Input data
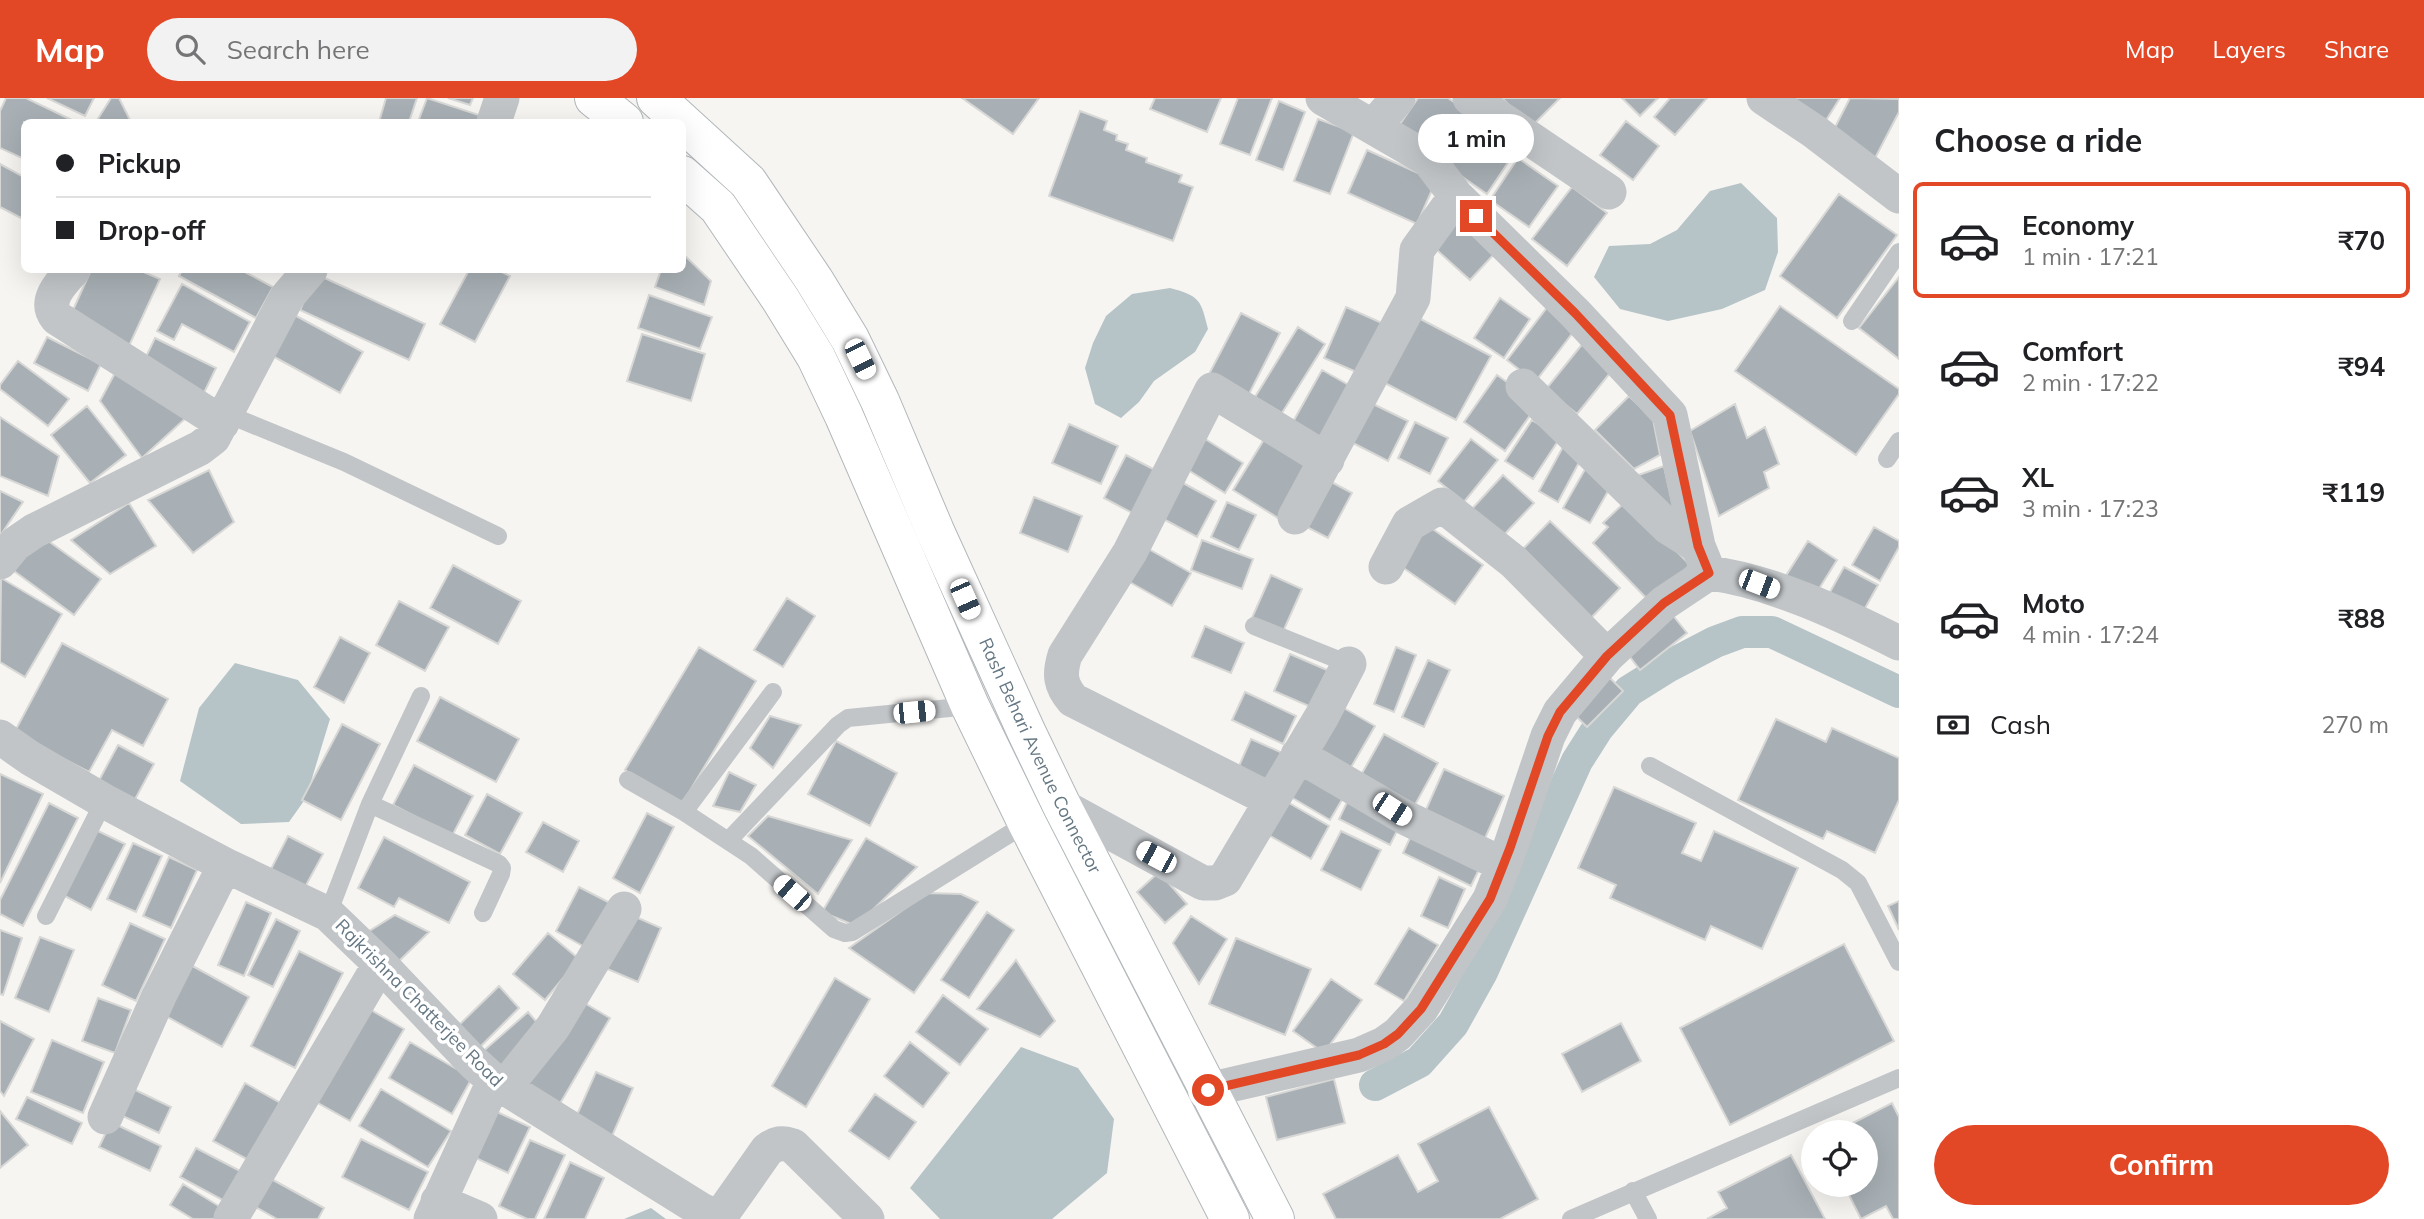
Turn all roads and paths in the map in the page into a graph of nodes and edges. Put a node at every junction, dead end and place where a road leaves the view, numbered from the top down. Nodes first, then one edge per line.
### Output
1 (502, 98) edge
2 (594, 98) edge
3 (656, 98) edge
4 (1323, 98) edge
5 (1398, 98) edge
6 (1470, 98) edge
7 (1765, 98) edge
8 (495, 119) edge
9 (620, 119) edge
10 (679, 119) edge
11 (686, 125) edge
12 (1373, 127) junction
13 (686, 179) edge
14 (1609, 192) dead end
15 (1456, 196) junction
16 (1899, 196) edge
17 (1899, 252) edge
18 (70, 273) edge
19 (307, 273) edge
20 (1852, 321) dead end
21 (1524, 386) dead end
22 (222, 423) junction
23 (1899, 442) edge
24 (1887, 459) dead end
25 (1327, 460) junction
26 (1295, 517) dead end
27 (498, 536) dead end
28 (1704, 560) junction
29 (0, 562) edge
30 (1386, 567) dead end
31 (1254, 626) dead end
32 (1899, 643) edge
33 (1607, 656) junction
34 (1349, 664) joint
35 (773, 692) dead end
36 (421, 696) dead end
37 (970, 706) junction
38 (1026, 731) junction
39 (0, 737) edge
40 (990, 747) junction
41 (1298, 755) junction
42 (1650, 766) dead end
43 (628, 780) dead end
44 (1271, 800) junction
45 (104, 801) junction
46 (370, 804) junction
47 (1062, 806) junction
48 (684, 812) junction
49 (1027, 823) junction
50 (728, 841) junction
51 (225, 864) junction
52 (1504, 865) junction
53 (624, 909) dead end
54 (328, 914) junction
55 (483, 914) dead end
56 (46, 916) dead end
57 (1899, 962) edge
58 (380, 964) junction
59 (1899, 1078) edge
60 (499, 1085) junction
61 (1208, 1090) junction
62 (105, 1117) dead end
63 (1633, 1191) junction
64 (435, 1210) edge
65 (715, 1218) edge
66 (231, 1219) edge
67 (480, 1219) edge
68 (867, 1219) edge
69 (1230, 1219) edge
70 (1275, 1219) edge
71 (1571, 1219) edge
72 (1648, 1219) edge

1 - 8 street
2 - 9 main road
3 - 10 main road, Rash Behari Avenue Connector
4 - 12 street
5 - 12 street
6 - 14 street
7 - 16 street
11 - 38 main road, Rash Behari Avenue Connector
12 - 15 street
13 - 37 main road
15 - 25 street
15 - 28 street
17 - 20 lane
18 - 22 street
19 - 22 street
21 - 28 street
22 - 27 lane
22 - 29 street
23 - 24 lane
25 - 26 street
25 - 44 street
28 - 32 street
28 - 33 street
30 - 33 street
31 - 34 lane
33 - 52 street
34 - 41 street
35 - 48 lane
36 - 46 lane
37 - 40 main road
37 - 50 lane
38 - 40 main road
38 - 47 main road, Rash Behari Avenue Connector
39 - 45 street, Rajkrishna Chatterjee Road
40 - 49 main road
41 - 44 street
41 - 52 street
42 - 57 lane
43 - 48 lane
44 - 47 street
45 - 51 street, Rajkrishna Chatterjee Road
45 - 56 lane
46 - 54 lane
46 - 55 lane
47 - 61 main road, Rash Behari Avenue Connector
48 - 50 lane
49 - 50 lane
49 - 69 main road
51 - 54 street, Rajkrishna Chatterjee Road
51 - 62 street
52 - 61 street
53 - 60 street
54 - 58 street, Rajkrishna Chatterjee Road
58 - 60 street, Rajkrishna Chatterjee Road
58 - 66 street
59 - 63 lane
60 - 64 street
60 - 65 street, Rajkrishna Chatterjee Road
61 - 70 main road, Rash Behari Avenue Connector
63 - 71 lane
63 - 72 lane
64 - 67 street
65 - 68 street, Rajkrishna Chatterjee Road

What you need to do
When you copy the listing, keep every line exactly as it is but leave out all images.

Written solution
Turn all roads and paths in the map in the page into a graph of nodes and edges. Put a node at every junction, dead end and place where a road leaves the view, numbered from the top down. Nodes first, then one edge per line.
### Output
1 (502, 98) edge
2 (594, 98) edge
3 (656, 98) edge
4 (1323, 98) edge
5 (1398, 98) edge
6 (1470, 98) edge
7 (1765, 98) edge
8 (495, 119) edge
9 (620, 119) edge
10 (679, 119) edge
11 (686, 125) edge
12 (1373, 127) junction
13 (686, 179) edge
14 (1609, 192) dead end
15 (1456, 196) junction
16 (1899, 196) edge
17 (1899, 252) edge
18 (70, 273) edge
19 (307, 273) edge
20 (1852, 321) dead end
21 (1524, 386) dead end
22 (222, 423) junction
23 (1899, 442) edge
24 (1887, 459) dead end
25 (1327, 460) junction
26 (1295, 517) dead end
27 (498, 536) dead end
28 (1704, 560) junction
29 (0, 562) edge
30 (1386, 567) dead end
31 (1254, 626) dead end
32 (1899, 643) edge
33 (1607, 656) junction
34 (1349, 664) joint
35 (773, 692) dead end
36 (421, 696) dead end
37 (970, 706) junction
38 (1026, 731) junction
39 (0, 737) edge
40 (990, 747) junction
41 (1298, 755) junction
42 (1650, 766) dead end
43 (628, 780) dead end
44 (1271, 800) junction
45 (104, 801) junction
46 (370, 804) junction
47 (1062, 806) junction
48 (684, 812) junction
49 (1027, 823) junction
50 (728, 841) junction
51 (225, 864) junction
52 (1504, 865) junction
53 (624, 909) dead end
54 (328, 914) junction
55 (483, 914) dead end
56 (46, 916) dead end
57 (1899, 962) edge
58 (380, 964) junction
59 (1899, 1078) edge
60 (499, 1085) junction
61 (1208, 1090) junction
62 (105, 1117) dead end
63 (1633, 1191) junction
64 (435, 1210) edge
65 (715, 1218) edge
66 (231, 1219) edge
67 (480, 1219) edge
68 (867, 1219) edge
69 (1230, 1219) edge
70 (1275, 1219) edge
71 (1571, 1219) edge
72 (1648, 1219) edge

1 - 8 street
2 - 9 main road
3 - 10 main road, Rash Behari Avenue Connector
4 - 12 street
5 - 12 street
6 - 14 street
7 - 16 street
11 - 38 main road, Rash Behari Avenue Connector
12 - 15 street
13 - 37 main road
15 - 25 street
15 - 28 street
17 - 20 lane
18 - 22 street
19 - 22 street
21 - 28 street
22 - 27 lane
22 - 29 street
23 - 24 lane
25 - 26 street
25 - 44 street
28 - 32 street
28 - 33 street
30 - 33 street
31 - 34 lane
33 - 52 street
34 - 41 street
35 - 48 lane
36 - 46 lane
37 - 40 main road
37 - 50 lane
38 - 40 main road
38 - 47 main road, Rash Behari Avenue Connector
39 - 45 street, Rajkrishna Chatterjee Road
40 - 49 main road
41 - 44 street
41 - 52 street
42 - 57 lane
43 - 48 lane
44 - 47 street
45 - 51 street, Rajkrishna Chatterjee Road
45 - 56 lane
46 - 54 lane
46 - 55 lane
47 - 61 main road, Rash Behari Avenue Connector
48 - 50 lane
49 - 50 lane
49 - 69 main road
51 - 54 street, Rajkrishna Chatterjee Road
51 - 62 street
52 - 61 street
53 - 60 street
54 - 58 street, Rajkrishna Chatterjee Road
58 - 60 street, Rajkrishna Chatterjee Road
58 - 66 street
59 - 63 lane
60 - 64 street
60 - 65 street, Rajkrishna Chatterjee Road
61 - 70 main road, Rash Behari Avenue Connector
63 - 71 lane
63 - 72 lane
64 - 67 street
65 - 68 street, Rajkrishna Chatterjee Road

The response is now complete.